Collected data entries:

────

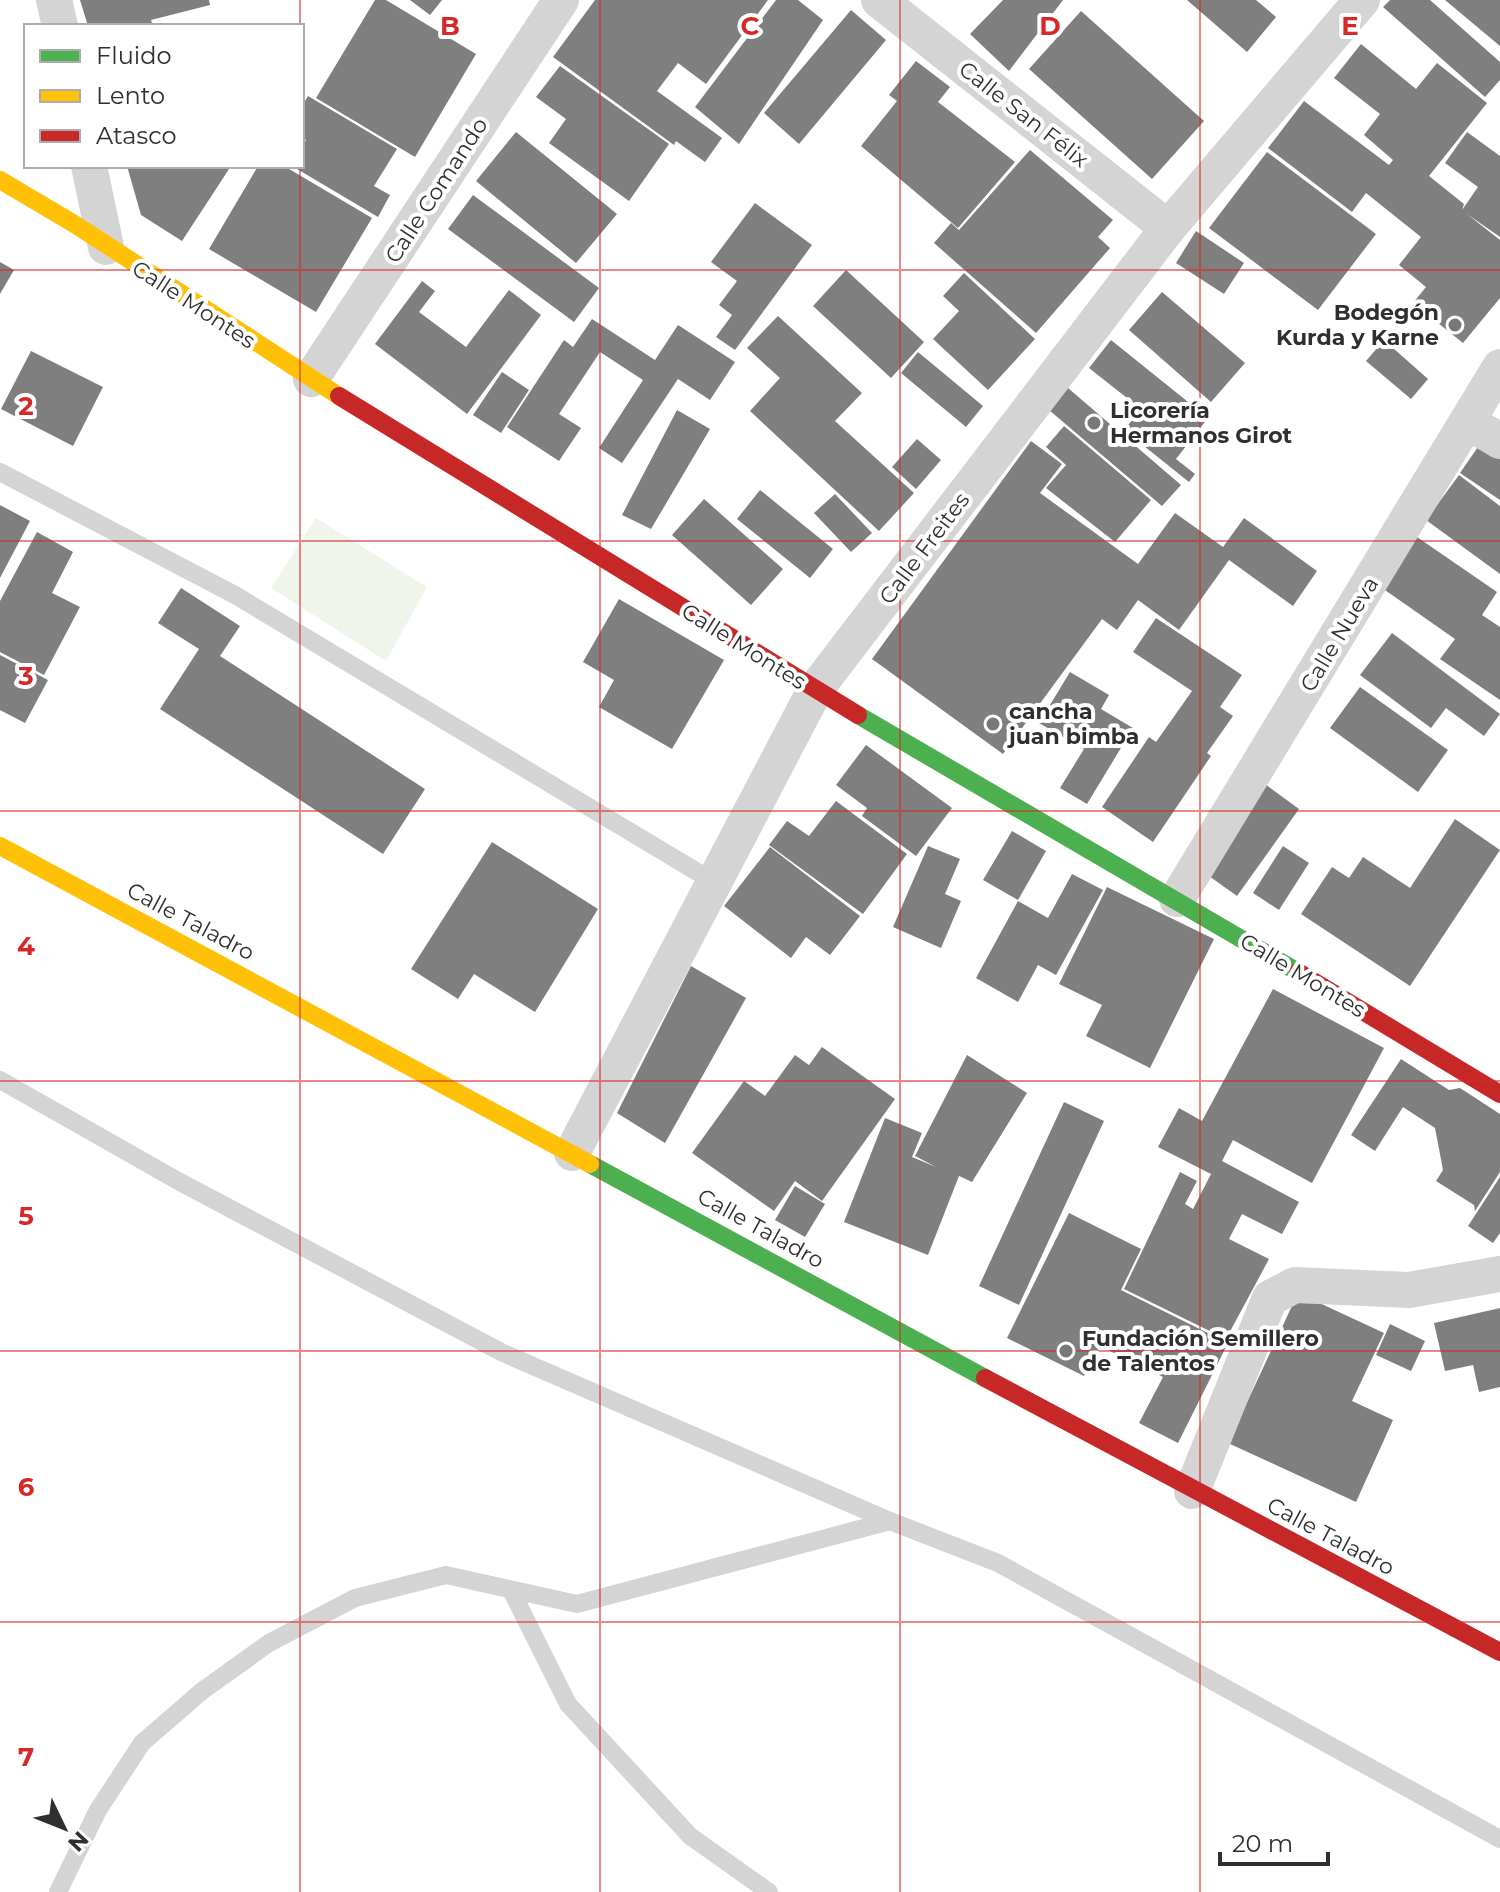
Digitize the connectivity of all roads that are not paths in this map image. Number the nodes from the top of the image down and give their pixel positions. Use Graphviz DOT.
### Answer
graph roads {
  1 [pos="54,0"];
  2 [pos="561,0"];
  3 [pos="879,0"];
  4 [pos="1362,0"];
  5 [pos="60,24"];
  6 [pos="89,168"];
  7 [pos="0,180"];
  8 [pos="1168,228"];
  9 [pos="106,247"];
  10 [pos="1500,367"];
  11 [pos="311,379"];
  12 [pos="1468,422"];
  13 [pos="1500,441"];
  14 [pos="0,472"];
  15 [pos="815,690"];
  16 [pos="0,846"];
  17 [pos="714,882"];
  18 [pos="1177,899"];
  19 [pos="0,1080"];
  20 [pos="1500,1094"];
  21 [pos="572,1153"];
  22 [pos="1500,1274"];
  23 [pos="1192,1491"];
  24 [pos="890,1521"];
  25 [pos="512,1592"];
  26 [pos="1500,1652"];
  27 [pos="1500,1839"];
  28 [pos="58,1892"];
  29 [pos="769,1892"];
  1 -- 5 [label="street"];
  2 -- 11 [label="street, Calle Comando"];
  3 -- 8 [label="street, Calle San Félix"];
  4 -- 8 [label="street, Calle Freites"];
  6 -- 9 [label="street"];
  7 -- 9 [label="street, Calle Montes"];
  8 -- 15 [label="street, Calle Freites"];
  9 -- 11 [label="street, Calle Montes"];
  10 -- 12 [label="street, Calle Nueva"];
  11 -- 15 [label="street, Calle Montes"];
  12 -- 13 [label="street"];
  12 -- 18 [label="street, Calle Nueva"];
  14 -- 17 [label="lane"];
  15 -- 17 [label="street, Calle Freites"];
  15 -- 18 [label="street, Calle Montes"];
  16 -- 21 [label="street, Calle Taladro"];
  17 -- 21 [label="street, Calle Freites"];
  18 -- 20 [label="street, Calle Montes"];
  19 -- 24 [label="lane"];
  21 -- 23 [label="street, Calle Taladro"];
  22 -- 23 [label="street"];
  23 -- 26 [label="street, Calle Taladro"];
  24 -- 25 [label="lane"];
  24 -- 27 [label="lane"];
  25 -- 28 [label="lane"];
  25 -- 29 [label="lane"];
}
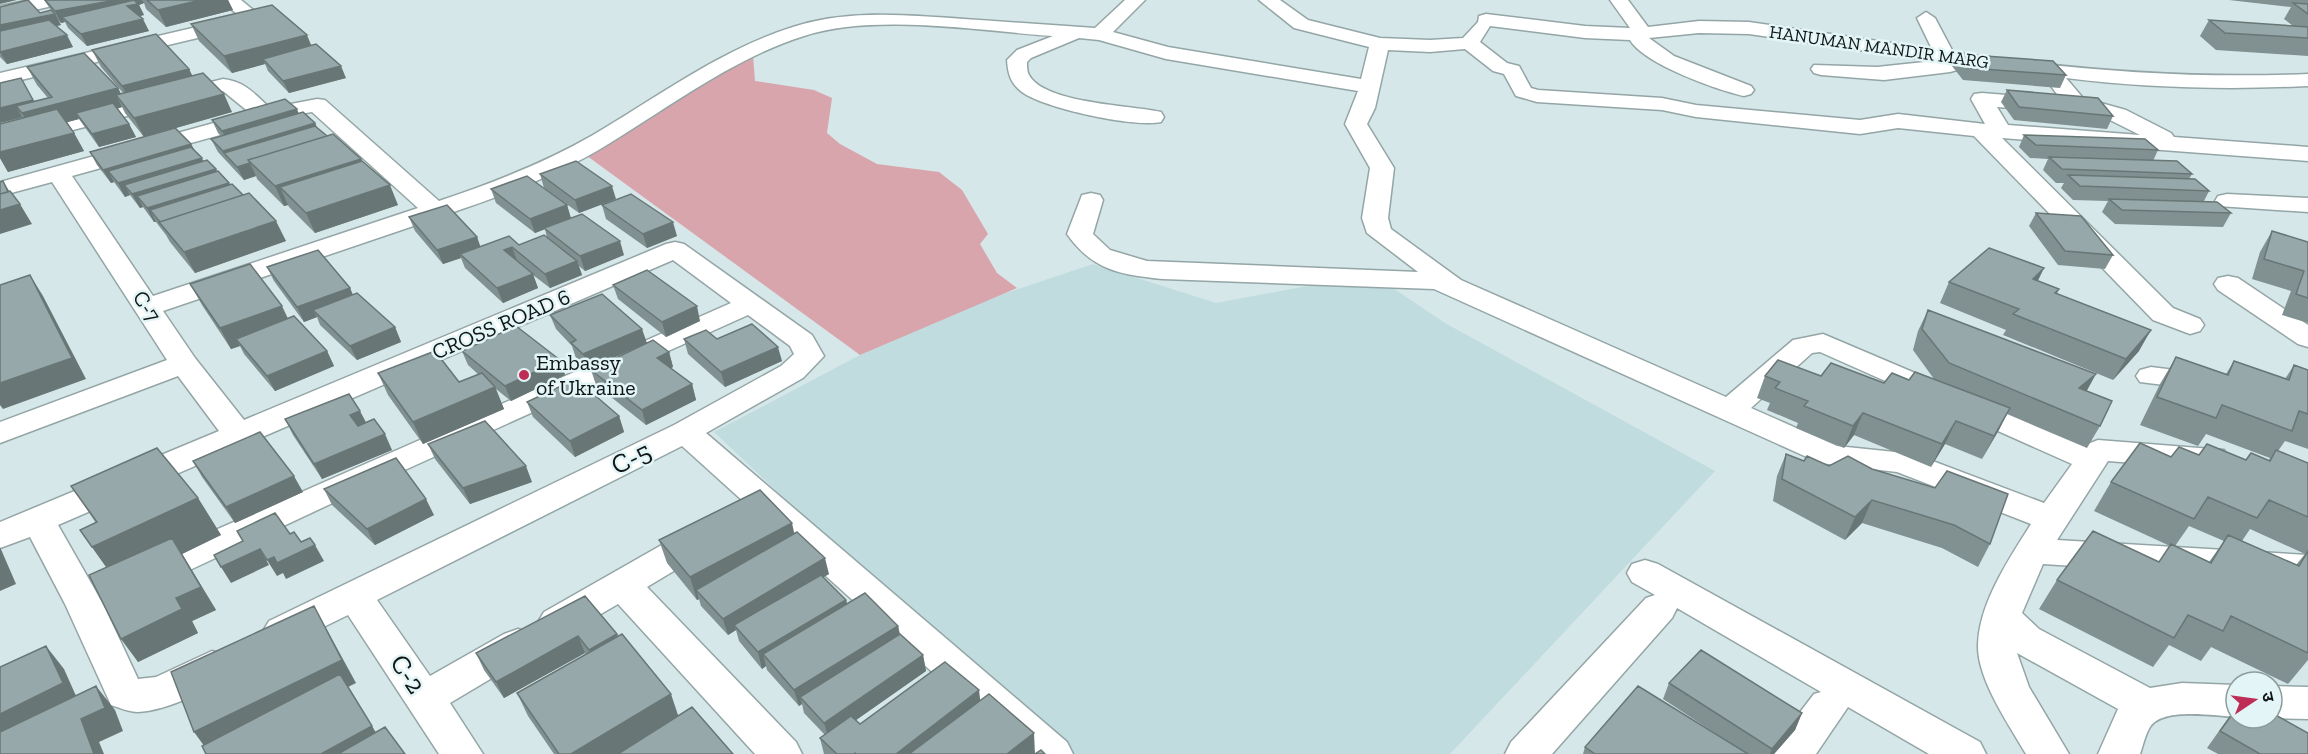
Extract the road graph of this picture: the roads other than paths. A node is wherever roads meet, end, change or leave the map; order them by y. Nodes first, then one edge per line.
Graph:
1 (55, 0) edge
2 (229, 0) edge
3 (1136, 0) edge
4 (1268, 0) edge
5 (1490, 0) edge
6 (1619, 0) edge
7 (0, 12) edge
8 (1926, 18) dead end
9 (1486, 20) junction
10 (1089, 34) junction
11 (1637, 34) junction
12 (1469, 43) junction
13 (1380, 44) junction
14 (1946, 57) junction
15 (1821, 69) dead end
16 (2049, 70) junction
17 (0, 79) edge
18 (2308, 80) edge
19 (1370, 87) junction
20 (1744, 90) dead end
21 (2075, 103) junction
22 (266, 116) junction
23 (1153, 117) dead end
24 (1991, 130) junction
25 (0, 142) edge
26 (2176, 145) junction
27 (2308, 154) edge
28 (58, 173) junction
29 (0, 189) edge
30 (1091, 200) dead end
31 (2227, 201) dead end
32 (2308, 205) edge
33 (437, 212) junction
34 (2228, 284) dead end
35 (1455, 287) junction
36 (751, 304) junction
37 (148, 307) junction
38 (2190, 325) dead end
39 (2308, 338) edge
40 (184, 364) junction
41 (2151, 376) dead end
42 (2229, 384) edge
43 (1730, 410) junction
44 (685, 432) junction
45 (0, 433) edge
46 (240, 436) junction
47 (2092, 459) junction
48 (2238, 459) edge
49 (764, 501) junction
50 (2051, 519) junction
51 (39, 520) junction
52 (0, 536) edge
53 (2034, 551) junction
54 (2308, 568) edge
55 (1645, 573) dead end
56 (622, 584) junction
57 (109, 593) junction
58 (354, 595) junction
59 (1659, 608) dead end
60 (2003, 618) junction
61 (424, 698) junction
62 (2224, 701) edge
63 (2284, 702) edge
64 (2308, 703) edge
65 (2146, 705) junction
66 (1828, 706) dead end
67 (462, 754) edge
68 (781, 754) edge
69 (1052, 754) edge
70 (1526, 754) edge
71 (1792, 754) edge
72 (1965, 754) edge
73 (2048, 754) edge
74 (2119, 754) edge

1 - 7 street
2 - 17 street
3 - 10 street
4 - 13 street
5 - 9 street
6 - 11 street
8 - 14 street
9 - 11 street, HANUMAN MANDIR MARG
9 - 12 street
10 - 19 street
10 - 23 street
10 - 33 street
11 - 14 street, HANUMAN MANDIR MARG
11 - 20 street
12 - 13 street
12 - 24 street
13 - 19 street
14 - 15 street
14 - 16 street, HANUMAN MANDIR MARG
16 - 18 street, HANUMAN MANDIR MARG
16 - 21 street
19 - 35 street
21 - 24 street
21 - 26 street
22 - 25 street
22 - 28 street
22 - 33 street
24 - 26 street
24 - 38 street
26 - 27 street
28 - 29 street
28 - 37 street, C-7
30 - 35 street
31 - 32 street
33 - 37 street
34 - 39 street
35 - 43 street
36 - 44 street, CROSS ROAD 6
36 - 46 street, CROSS ROAD 6
36 - 57 street
37 - 40 street, C-7
40 - 45 street
40 - 46 street, C-7
41 - 42 street
43 - 47 street
43 - 50 street
44 - 49 street
44 - 58 street, C-5
46 - 51 street, CROSS ROAD 6
47 - 48 street
47 - 50 street
49 - 56 street
49 - 69 street
50 - 53 street
51 - 52 street, CROSS ROAD 6
51 - 57 street
53 - 54 street
53 - 60 street
55 - 72 street
56 - 61 street
56 - 68 street
57 - 58 street, C-5
58 - 61 street, C-2
59 - 70 street
60 - 65 street
60 - 73 street
61 - 67 street, C-2
62 - 65 street
63 - 64 street
65 - 74 street
66 - 71 street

────

_Instructions for the task:_ Omitting all pictures, reproduce the records above in their entirety.

_Written response:_
Digitize the connectivity of all roads that are not paths in this map image. Number the nodes from the top of the image down and give their pixel positions. Use Graphviz DOT.
### Answer
graph roads {
  1 [pos="54,0"];
  2 [pos="561,0"];
  3 [pos="879,0"];
  4 [pos="1362,0"];
  5 [pos="60,24"];
  6 [pos="89,168"];
  7 [pos="0,180"];
  8 [pos="1168,228"];
  9 [pos="106,247"];
  10 [pos="1500,367"];
  11 [pos="311,379"];
  12 [pos="1468,422"];
  13 [pos="1500,441"];
  14 [pos="0,472"];
  15 [pos="815,690"];
  16 [pos="0,846"];
  17 [pos="714,882"];
  18 [pos="1177,899"];
  19 [pos="0,1080"];
  20 [pos="1500,1094"];
  21 [pos="572,1153"];
  22 [pos="1500,1274"];
  23 [pos="1192,1491"];
  24 [pos="890,1521"];
  25 [pos="512,1592"];
  26 [pos="1500,1652"];
  27 [pos="1500,1839"];
  28 [pos="58,1892"];
  29 [pos="769,1892"];
  1 -- 5 [label="street"];
  2 -- 11 [label="street, Calle Comando"];
  3 -- 8 [label="street, Calle San Félix"];
  4 -- 8 [label="street, Calle Freites"];
  6 -- 9 [label="street"];
  7 -- 9 [label="street, Calle Montes"];
  8 -- 15 [label="street, Calle Freites"];
  9 -- 11 [label="street, Calle Montes"];
  10 -- 12 [label="street, Calle Nueva"];
  11 -- 15 [label="street, Calle Montes"];
  12 -- 13 [label="street"];
  12 -- 18 [label="street, Calle Nueva"];
  14 -- 17 [label="lane"];
  15 -- 17 [label="street, Calle Freites"];
  15 -- 18 [label="street, Calle Montes"];
  16 -- 21 [label="street, Calle Taladro"];
  17 -- 21 [label="street, Calle Freites"];
  18 -- 20 [label="street, Calle Montes"];
  19 -- 24 [label="lane"];
  21 -- 23 [label="street, Calle Taladro"];
  22 -- 23 [label="street"];
  23 -- 26 [label="street, Calle Taladro"];
  24 -- 25 [label="lane"];
  24 -- 27 [label="lane"];
  25 -- 28 [label="lane"];
  25 -- 29 [label="lane"];
}
Extract the road graph of this picture: the roads other than paths. A node is wherever roads meet, end, change or leave the map; order them by y. Nodes first, then one edge per line.
Graph:
1 (55, 0) edge
2 (229, 0) edge
3 (1136, 0) edge
4 (1268, 0) edge
5 (1490, 0) edge
6 (1619, 0) edge
7 (0, 12) edge
8 (1926, 18) dead end
9 (1486, 20) junction
10 (1089, 34) junction
11 (1637, 34) junction
12 (1469, 43) junction
13 (1380, 44) junction
14 (1946, 57) junction
15 (1821, 69) dead end
16 (2049, 70) junction
17 (0, 79) edge
18 (2308, 80) edge
19 (1370, 87) junction
20 (1744, 90) dead end
21 (2075, 103) junction
22 (266, 116) junction
23 (1153, 117) dead end
24 (1991, 130) junction
25 (0, 142) edge
26 (2176, 145) junction
27 (2308, 154) edge
28 (58, 173) junction
29 (0, 189) edge
30 (1091, 200) dead end
31 (2227, 201) dead end
32 (2308, 205) edge
33 (437, 212) junction
34 (2228, 284) dead end
35 (1455, 287) junction
36 (751, 304) junction
37 (148, 307) junction
38 (2190, 325) dead end
39 (2308, 338) edge
40 (184, 364) junction
41 (2151, 376) dead end
42 (2229, 384) edge
43 (1730, 410) junction
44 (685, 432) junction
45 (0, 433) edge
46 (240, 436) junction
47 (2092, 459) junction
48 (2238, 459) edge
49 (764, 501) junction
50 (2051, 519) junction
51 (39, 520) junction
52 (0, 536) edge
53 (2034, 551) junction
54 (2308, 568) edge
55 (1645, 573) dead end
56 (622, 584) junction
57 (109, 593) junction
58 (354, 595) junction
59 (1659, 608) dead end
60 (2003, 618) junction
61 (424, 698) junction
62 (2224, 701) edge
63 (2284, 702) edge
64 (2308, 703) edge
65 (2146, 705) junction
66 (1828, 706) dead end
67 (462, 754) edge
68 (781, 754) edge
69 (1052, 754) edge
70 (1526, 754) edge
71 (1792, 754) edge
72 (1965, 754) edge
73 (2048, 754) edge
74 (2119, 754) edge

1 - 7 street
2 - 17 street
3 - 10 street
4 - 13 street
5 - 9 street
6 - 11 street
8 - 14 street
9 - 11 street, HANUMAN MANDIR MARG
9 - 12 street
10 - 19 street
10 - 23 street
10 - 33 street
11 - 14 street, HANUMAN MANDIR MARG
11 - 20 street
12 - 13 street
12 - 24 street
13 - 19 street
14 - 15 street
14 - 16 street, HANUMAN MANDIR MARG
16 - 18 street, HANUMAN MANDIR MARG
16 - 21 street
19 - 35 street
21 - 24 street
21 - 26 street
22 - 25 street
22 - 28 street
22 - 33 street
24 - 26 street
24 - 38 street
26 - 27 street
28 - 29 street
28 - 37 street, C-7
30 - 35 street
31 - 32 street
33 - 37 street
34 - 39 street
35 - 43 street
36 - 44 street, CROSS ROAD 6
36 - 46 street, CROSS ROAD 6
36 - 57 street
37 - 40 street, C-7
40 - 45 street
40 - 46 street, C-7
41 - 42 street
43 - 47 street
43 - 50 street
44 - 49 street
44 - 58 street, C-5
46 - 51 street, CROSS ROAD 6
47 - 48 street
47 - 50 street
49 - 56 street
49 - 69 street
50 - 53 street
51 - 52 street, CROSS ROAD 6
51 - 57 street
53 - 54 street
53 - 60 street
55 - 72 street
56 - 61 street
56 - 68 street
57 - 58 street, C-5
58 - 61 street, C-2
59 - 70 street
60 - 65 street
60 - 73 street
61 - 67 street, C-2
62 - 65 street
63 - 64 street
65 - 74 street
66 - 71 street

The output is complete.